## How to complete this task
Nothing in the records may be changed; reproduce all of them.

[Saved entries]
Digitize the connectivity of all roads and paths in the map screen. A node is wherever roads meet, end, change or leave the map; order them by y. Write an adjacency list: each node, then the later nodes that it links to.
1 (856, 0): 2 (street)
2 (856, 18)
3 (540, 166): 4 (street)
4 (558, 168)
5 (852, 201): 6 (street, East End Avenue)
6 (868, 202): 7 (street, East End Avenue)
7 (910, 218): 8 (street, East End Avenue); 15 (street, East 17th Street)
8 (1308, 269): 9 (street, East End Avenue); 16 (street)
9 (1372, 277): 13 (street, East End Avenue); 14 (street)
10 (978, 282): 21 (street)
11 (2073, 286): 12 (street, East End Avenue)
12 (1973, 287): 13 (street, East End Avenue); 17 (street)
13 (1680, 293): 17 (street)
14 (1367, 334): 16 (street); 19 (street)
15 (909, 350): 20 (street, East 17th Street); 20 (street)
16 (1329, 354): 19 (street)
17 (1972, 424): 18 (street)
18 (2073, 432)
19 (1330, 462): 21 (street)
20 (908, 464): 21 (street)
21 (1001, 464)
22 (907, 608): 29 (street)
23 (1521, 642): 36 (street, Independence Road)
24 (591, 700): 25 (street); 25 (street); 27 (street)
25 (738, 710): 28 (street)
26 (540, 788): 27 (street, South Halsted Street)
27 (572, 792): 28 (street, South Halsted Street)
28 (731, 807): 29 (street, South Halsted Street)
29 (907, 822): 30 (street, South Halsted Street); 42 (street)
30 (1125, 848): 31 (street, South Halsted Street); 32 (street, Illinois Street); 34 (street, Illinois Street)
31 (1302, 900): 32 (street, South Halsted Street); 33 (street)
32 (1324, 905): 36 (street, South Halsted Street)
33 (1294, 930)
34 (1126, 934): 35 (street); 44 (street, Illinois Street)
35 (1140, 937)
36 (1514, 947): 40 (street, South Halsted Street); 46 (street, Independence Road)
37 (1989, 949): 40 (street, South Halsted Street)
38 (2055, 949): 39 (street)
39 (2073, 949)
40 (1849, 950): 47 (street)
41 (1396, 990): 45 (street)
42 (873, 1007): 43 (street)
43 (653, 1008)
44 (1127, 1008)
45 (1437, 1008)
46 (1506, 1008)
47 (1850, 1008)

## Result for this task
Digitize the connectivity of all roads and paths in the map screen. A node is wherever roads meet, end, change or leave the map; order them by y. Write an adjacency list: each node, then the later nodes that it links to.
1 (856, 0): 2 (street)
2 (856, 18)
3 (540, 166): 4 (street)
4 (558, 168)
5 (852, 201): 6 (street, East End Avenue)
6 (868, 202): 7 (street, East End Avenue)
7 (910, 218): 8 (street, East End Avenue); 15 (street, East 17th Street)
8 (1308, 269): 9 (street, East End Avenue); 16 (street)
9 (1372, 277): 13 (street, East End Avenue); 14 (street)
10 (978, 282): 21 (street)
11 (2073, 286): 12 (street, East End Avenue)
12 (1973, 287): 13 (street, East End Avenue); 17 (street)
13 (1680, 293): 17 (street)
14 (1367, 334): 16 (street); 19 (street)
15 (909, 350): 20 (street, East 17th Street); 20 (street)
16 (1329, 354): 19 (street)
17 (1972, 424): 18 (street)
18 (2073, 432)
19 (1330, 462): 21 (street)
20 (908, 464): 21 (street)
21 (1001, 464)
22 (907, 608): 29 (street)
23 (1521, 642): 36 (street, Independence Road)
24 (591, 700): 25 (street); 25 (street); 27 (street)
25 (738, 710): 28 (street)
26 (540, 788): 27 (street, South Halsted Street)
27 (572, 792): 28 (street, South Halsted Street)
28 (731, 807): 29 (street, South Halsted Street)
29 (907, 822): 30 (street, South Halsted Street); 42 (street)
30 (1125, 848): 31 (street, South Halsted Street); 32 (street, Illinois Street); 34 (street, Illinois Street)
31 (1302, 900): 32 (street, South Halsted Street); 33 (street)
32 (1324, 905): 36 (street, South Halsted Street)
33 (1294, 930)
34 (1126, 934): 35 (street); 44 (street, Illinois Street)
35 (1140, 937)
36 (1514, 947): 40 (street, South Halsted Street); 46 (street, Independence Road)
37 (1989, 949): 40 (street, South Halsted Street)
38 (2055, 949): 39 (street)
39 (2073, 949)
40 (1849, 950): 47 (street)
41 (1396, 990): 45 (street)
42 (873, 1007): 43 (street)
43 (653, 1008)
44 (1127, 1008)
45 (1437, 1008)
46 (1506, 1008)
47 (1850, 1008)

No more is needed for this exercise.